The Age-Sydney Morning Herald has just run its annual survey of economists’ predictions for 2012 and, as usual, looked back on how well the panel did in getting 2011 right. As usual the panellists didn’t do well with no one getting anything right although a few managed to get in the general ball park. In the economists’ defence it was a difficult year full of unpredictable events such as floods, earthquakes, tsunamis and assorted other acts of nature but then that’s the nature of predictions, possibilities and guesses.

All in all a proverbial dart-throwing monkey would have done as well as the experts even if not as well as FT Money’s famous Dr Fox. Tim Harford  in the Financial Times on December 24-25 reported on an FT Money year-end competition to forecast some key financial indicator, “and easily the most distinctive competitor is a fox in the garden of columnist Kevin Goldstein-Jackson, who (the fox that is) gives forecasts by consuming one of a variety of appropriately labelled pieces of chicken”. Harcourt says the fox was the most accurate forecaster in 2008 and 2009 and was on track to be the 2011 winner as well.  You may recall that an octopus had an equally good track record in the most recent football World Cup.

The real questions, however, are why experts are so wrong and why they keep making predictions even though their track records are so bad? The answer to the first question is a result of a complicated mixture of human psychological traits and some assumptions about our universe and existence. In a coming week I’ll talk about some of these in the context of Nobel Prize winner Daniel Kahneman’s brilliant new book Thinking, Fast and Slow.

But as far as the second question is concerned, why the experts are usually wrong but keep trying, is well-known even without comparing their predictions with random outcomes, foxes and octopuses. The most far-reaching study of expert option was Philip Tetlock’s 2005 study Expert Political Judgement: How Good is it? How Can We Know?. Tetlock gathered 80,000 predictions each based on rating the probabilities of three alternative outcomes. Analysing the predictions against the actual outcome, Tetlock found the experts’ predictions were no better than if they had just randomly chosen across the options.

What was also interesting was that “Experts in demand were more over-confident than their colleagues who eked out existences far from the limelight”. Incidentally, in anticipation of online comments, Tetlock is not necessarily evidence for the validity of the wisdom of crowds thesis — particularly in its US Forrest Gump version.

But Tetlock’s view of pundit over-confidence does provide part of the answer to the second question. Harford says: “Professional pundits are not usually paid to make correct forecasts. They are paid to sound convincing.” This is why some predictions are totally predictable. Pundits employed by stock broking firms will always predict either rising markets or exceptional trading opportunities — irrespective of any objective factors — because that drives trades and revenue. The predictions of the most confident forecasters are also predictable — they will be generally outrageous claims most often driven by the need to feed the media’s insatiable need for bad news and the desire to raise the profile of the pundit and his/her employer.

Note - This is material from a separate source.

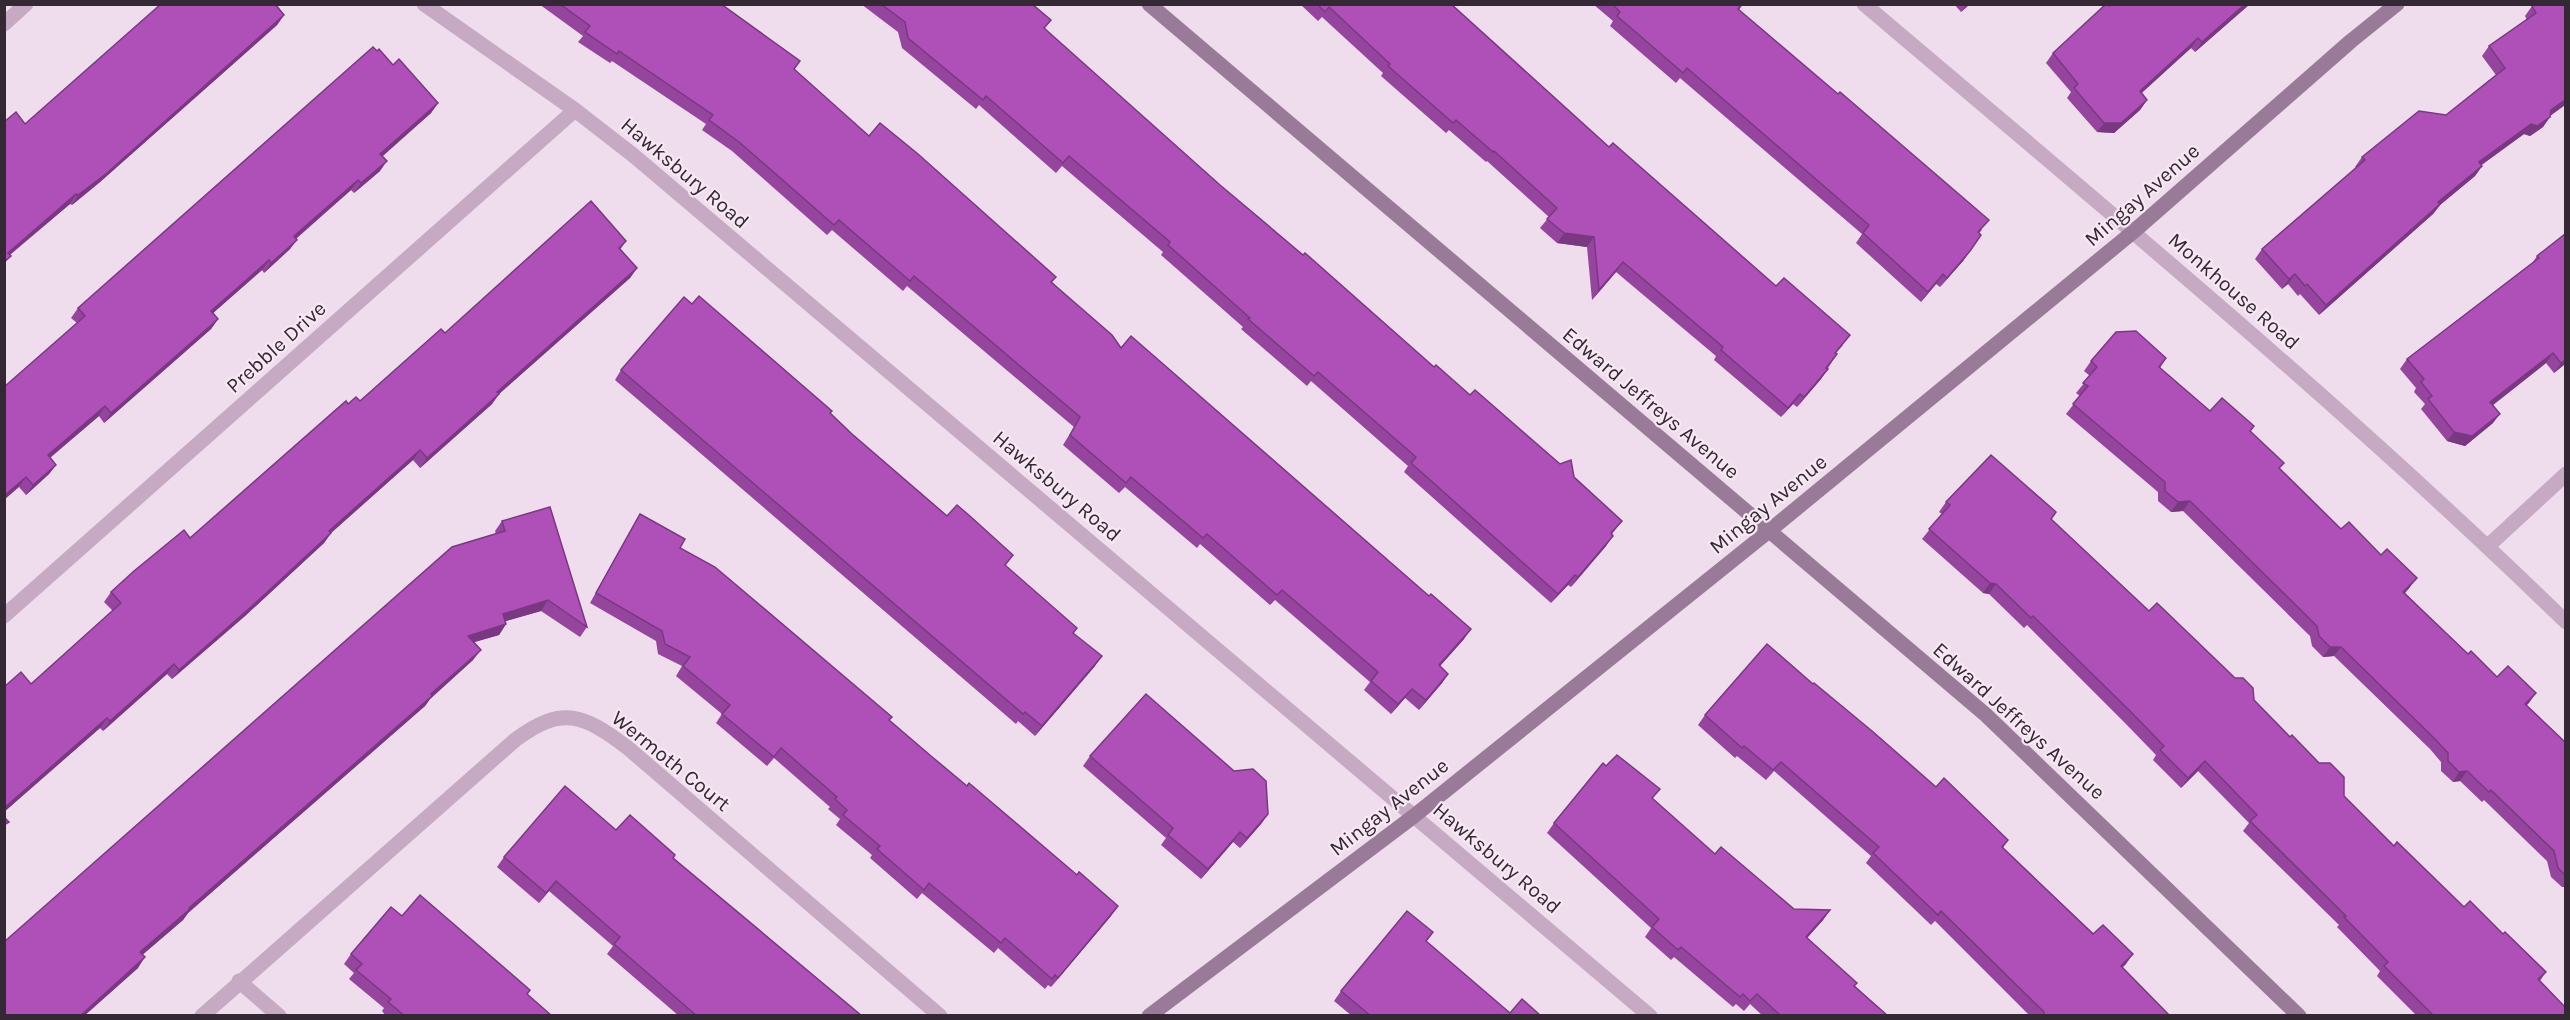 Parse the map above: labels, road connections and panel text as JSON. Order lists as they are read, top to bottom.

In this field of over-confidence, there is of course, yet another explanation to which Harford, Tetlock and Kahneman refer. This stems from the competing world views described by Isaiah Berlin, and derived from the Greek poet Archilochus, which divide the world into “hedgehogs” and “foxes”, with the hedgehog having a theory that explains everything and gives them the illusion that they understand the world.

Nevertheless, what is certain among all these errors is that in the next 12 months we will all be exposed to thousands of predictions about politics, the economy, share prices, the euro, football matches, world events and the vast majority of them will be wrong. Where they are right it will be more a result of luck than talent.

What is also certain is that the predictions will be based less on any spectacular foresight or sophisticated probability analysis but more on the urgings of a PR person (or an editor) to come up with something that will promote the forecaster’s think tank, university, company, firm, group or circulation or audience share.

So, with all that is the author brave enough to make some predictions for 2012? Of course! First, that most of the pundits will be wrong most of the time. Second, being a contrarian and given that everyone seems to be forecasting more doom and gloom, that the world will muddle through and things will probably get better — just as they have for most of human history. Third, that this prediction will probably be wrong too although one pundit, the only one the author has seen so far, also adopts (with somewhat more analytical under-pinning than my contrarian guess) the optimistic view that the news is actually getting better all the time.

This Beatles-inspired forecast is from the Institute of Public Affairs’ Chris Berg as to why “there’s still every reason to be optimistic”.  (Sunday Age, January 1). It won’t make you money on the stock exchange but it will provide a pleasant contrast to all the other stuff you will see, read and hear about what this year will bring.